Provided data
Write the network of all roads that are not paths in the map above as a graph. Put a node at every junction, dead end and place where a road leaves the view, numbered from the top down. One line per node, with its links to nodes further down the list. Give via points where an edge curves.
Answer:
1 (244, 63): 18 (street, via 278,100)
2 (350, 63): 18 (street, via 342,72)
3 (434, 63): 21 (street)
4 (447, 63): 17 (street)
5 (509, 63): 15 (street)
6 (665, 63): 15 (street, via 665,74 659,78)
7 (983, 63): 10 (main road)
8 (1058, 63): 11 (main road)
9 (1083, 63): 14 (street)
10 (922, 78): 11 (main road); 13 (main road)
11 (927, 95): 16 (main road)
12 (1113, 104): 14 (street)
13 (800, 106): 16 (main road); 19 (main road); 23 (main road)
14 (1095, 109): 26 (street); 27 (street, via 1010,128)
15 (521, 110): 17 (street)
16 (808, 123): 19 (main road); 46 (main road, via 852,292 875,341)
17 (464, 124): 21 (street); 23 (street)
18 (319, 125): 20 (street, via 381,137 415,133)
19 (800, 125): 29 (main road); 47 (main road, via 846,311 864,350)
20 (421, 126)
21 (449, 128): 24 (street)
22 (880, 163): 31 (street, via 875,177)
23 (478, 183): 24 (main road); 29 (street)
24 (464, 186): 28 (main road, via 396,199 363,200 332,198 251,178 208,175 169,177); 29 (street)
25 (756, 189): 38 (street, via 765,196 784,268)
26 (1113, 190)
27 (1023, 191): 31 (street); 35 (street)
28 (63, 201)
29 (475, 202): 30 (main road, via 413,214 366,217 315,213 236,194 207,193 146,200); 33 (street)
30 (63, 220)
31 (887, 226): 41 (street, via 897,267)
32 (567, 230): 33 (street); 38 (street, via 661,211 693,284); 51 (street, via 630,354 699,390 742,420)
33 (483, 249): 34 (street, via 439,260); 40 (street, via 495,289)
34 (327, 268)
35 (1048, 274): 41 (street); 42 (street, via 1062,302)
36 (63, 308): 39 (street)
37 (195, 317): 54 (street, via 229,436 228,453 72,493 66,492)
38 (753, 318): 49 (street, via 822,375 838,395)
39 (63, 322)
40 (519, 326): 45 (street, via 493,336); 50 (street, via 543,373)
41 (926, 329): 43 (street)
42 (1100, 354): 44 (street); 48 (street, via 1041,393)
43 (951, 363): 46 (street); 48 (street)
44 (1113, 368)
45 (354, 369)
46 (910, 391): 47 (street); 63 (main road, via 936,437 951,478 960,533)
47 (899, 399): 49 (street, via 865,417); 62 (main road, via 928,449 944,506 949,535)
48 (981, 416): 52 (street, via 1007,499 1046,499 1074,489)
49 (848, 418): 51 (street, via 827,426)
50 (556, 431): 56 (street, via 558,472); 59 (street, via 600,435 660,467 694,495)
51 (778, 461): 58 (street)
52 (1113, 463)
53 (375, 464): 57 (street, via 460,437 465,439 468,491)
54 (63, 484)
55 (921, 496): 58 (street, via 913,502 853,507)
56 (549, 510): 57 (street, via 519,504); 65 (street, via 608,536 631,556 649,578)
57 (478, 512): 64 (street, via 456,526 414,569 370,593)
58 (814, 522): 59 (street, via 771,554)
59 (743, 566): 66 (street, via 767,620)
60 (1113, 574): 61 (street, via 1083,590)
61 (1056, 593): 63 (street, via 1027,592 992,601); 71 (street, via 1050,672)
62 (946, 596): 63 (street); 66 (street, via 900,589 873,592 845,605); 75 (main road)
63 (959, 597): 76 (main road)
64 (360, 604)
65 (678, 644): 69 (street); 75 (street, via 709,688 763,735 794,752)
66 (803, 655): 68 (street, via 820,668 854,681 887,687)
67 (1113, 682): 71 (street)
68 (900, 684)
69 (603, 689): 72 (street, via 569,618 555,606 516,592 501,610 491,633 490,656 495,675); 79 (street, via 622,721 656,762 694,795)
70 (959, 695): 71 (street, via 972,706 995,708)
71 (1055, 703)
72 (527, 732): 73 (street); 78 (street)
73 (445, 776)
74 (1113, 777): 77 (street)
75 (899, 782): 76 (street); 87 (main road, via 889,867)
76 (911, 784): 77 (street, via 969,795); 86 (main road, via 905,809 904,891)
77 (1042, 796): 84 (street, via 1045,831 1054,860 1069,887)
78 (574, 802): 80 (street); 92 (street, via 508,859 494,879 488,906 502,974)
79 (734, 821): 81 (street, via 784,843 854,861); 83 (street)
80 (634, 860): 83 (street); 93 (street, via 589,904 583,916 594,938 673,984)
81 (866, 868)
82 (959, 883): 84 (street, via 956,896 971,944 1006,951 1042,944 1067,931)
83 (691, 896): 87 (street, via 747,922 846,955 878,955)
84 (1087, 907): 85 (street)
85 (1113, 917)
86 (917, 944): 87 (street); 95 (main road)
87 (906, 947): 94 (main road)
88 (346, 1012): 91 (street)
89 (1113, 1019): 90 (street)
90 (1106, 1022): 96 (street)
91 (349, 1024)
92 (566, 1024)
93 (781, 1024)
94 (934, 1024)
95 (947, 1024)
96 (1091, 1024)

Work instruction
Hand back the whole listing, exactly as it is.

The completed task
Write the network of all roads that are not paths in the map above as a graph. Put a node at every junction, dead end and place where a road leaves the view, numbered from the top down. One line per node, with its links to nodes further down the list. Give via points where an edge curves.
Answer:
1 (244, 63): 18 (street, via 278,100)
2 (350, 63): 18 (street, via 342,72)
3 (434, 63): 21 (street)
4 (447, 63): 17 (street)
5 (509, 63): 15 (street)
6 (665, 63): 15 (street, via 665,74 659,78)
7 (983, 63): 10 (main road)
8 (1058, 63): 11 (main road)
9 (1083, 63): 14 (street)
10 (922, 78): 11 (main road); 13 (main road)
11 (927, 95): 16 (main road)
12 (1113, 104): 14 (street)
13 (800, 106): 16 (main road); 19 (main road); 23 (main road)
14 (1095, 109): 26 (street); 27 (street, via 1010,128)
15 (521, 110): 17 (street)
16 (808, 123): 19 (main road); 46 (main road, via 852,292 875,341)
17 (464, 124): 21 (street); 23 (street)
18 (319, 125): 20 (street, via 381,137 415,133)
19 (800, 125): 29 (main road); 47 (main road, via 846,311 864,350)
20 (421, 126)
21 (449, 128): 24 (street)
22 (880, 163): 31 (street, via 875,177)
23 (478, 183): 24 (main road); 29 (street)
24 (464, 186): 28 (main road, via 396,199 363,200 332,198 251,178 208,175 169,177); 29 (street)
25 (756, 189): 38 (street, via 765,196 784,268)
26 (1113, 190)
27 (1023, 191): 31 (street); 35 (street)
28 (63, 201)
29 (475, 202): 30 (main road, via 413,214 366,217 315,213 236,194 207,193 146,200); 33 (street)
30 (63, 220)
31 (887, 226): 41 (street, via 897,267)
32 (567, 230): 33 (street); 38 (street, via 661,211 693,284); 51 (street, via 630,354 699,390 742,420)
33 (483, 249): 34 (street, via 439,260); 40 (street, via 495,289)
34 (327, 268)
35 (1048, 274): 41 (street); 42 (street, via 1062,302)
36 (63, 308): 39 (street)
37 (195, 317): 54 (street, via 229,436 228,453 72,493 66,492)
38 (753, 318): 49 (street, via 822,375 838,395)
39 (63, 322)
40 (519, 326): 45 (street, via 493,336); 50 (street, via 543,373)
41 (926, 329): 43 (street)
42 (1100, 354): 44 (street); 48 (street, via 1041,393)
43 (951, 363): 46 (street); 48 (street)
44 (1113, 368)
45 (354, 369)
46 (910, 391): 47 (street); 63 (main road, via 936,437 951,478 960,533)
47 (899, 399): 49 (street, via 865,417); 62 (main road, via 928,449 944,506 949,535)
48 (981, 416): 52 (street, via 1007,499 1046,499 1074,489)
49 (848, 418): 51 (street, via 827,426)
50 (556, 431): 56 (street, via 558,472); 59 (street, via 600,435 660,467 694,495)
51 (778, 461): 58 (street)
52 (1113, 463)
53 (375, 464): 57 (street, via 460,437 465,439 468,491)
54 (63, 484)
55 (921, 496): 58 (street, via 913,502 853,507)
56 (549, 510): 57 (street, via 519,504); 65 (street, via 608,536 631,556 649,578)
57 (478, 512): 64 (street, via 456,526 414,569 370,593)
58 (814, 522): 59 (street, via 771,554)
59 (743, 566): 66 (street, via 767,620)
60 (1113, 574): 61 (street, via 1083,590)
61 (1056, 593): 63 (street, via 1027,592 992,601); 71 (street, via 1050,672)
62 (946, 596): 63 (street); 66 (street, via 900,589 873,592 845,605); 75 (main road)
63 (959, 597): 76 (main road)
64 (360, 604)
65 (678, 644): 69 (street); 75 (street, via 709,688 763,735 794,752)
66 (803, 655): 68 (street, via 820,668 854,681 887,687)
67 (1113, 682): 71 (street)
68 (900, 684)
69 (603, 689): 72 (street, via 569,618 555,606 516,592 501,610 491,633 490,656 495,675); 79 (street, via 622,721 656,762 694,795)
70 (959, 695): 71 (street, via 972,706 995,708)
71 (1055, 703)
72 (527, 732): 73 (street); 78 (street)
73 (445, 776)
74 (1113, 777): 77 (street)
75 (899, 782): 76 (street); 87 (main road, via 889,867)
76 (911, 784): 77 (street, via 969,795); 86 (main road, via 905,809 904,891)
77 (1042, 796): 84 (street, via 1045,831 1054,860 1069,887)
78 (574, 802): 80 (street); 92 (street, via 508,859 494,879 488,906 502,974)
79 (734, 821): 81 (street, via 784,843 854,861); 83 (street)
80 (634, 860): 83 (street); 93 (street, via 589,904 583,916 594,938 673,984)
81 (866, 868)
82 (959, 883): 84 (street, via 956,896 971,944 1006,951 1042,944 1067,931)
83 (691, 896): 87 (street, via 747,922 846,955 878,955)
84 (1087, 907): 85 (street)
85 (1113, 917)
86 (917, 944): 87 (street); 95 (main road)
87 (906, 947): 94 (main road)
88 (346, 1012): 91 (street)
89 (1113, 1019): 90 (street)
90 (1106, 1022): 96 (street)
91 (349, 1024)
92 (566, 1024)
93 (781, 1024)
94 (934, 1024)
95 (947, 1024)
96 (1091, 1024)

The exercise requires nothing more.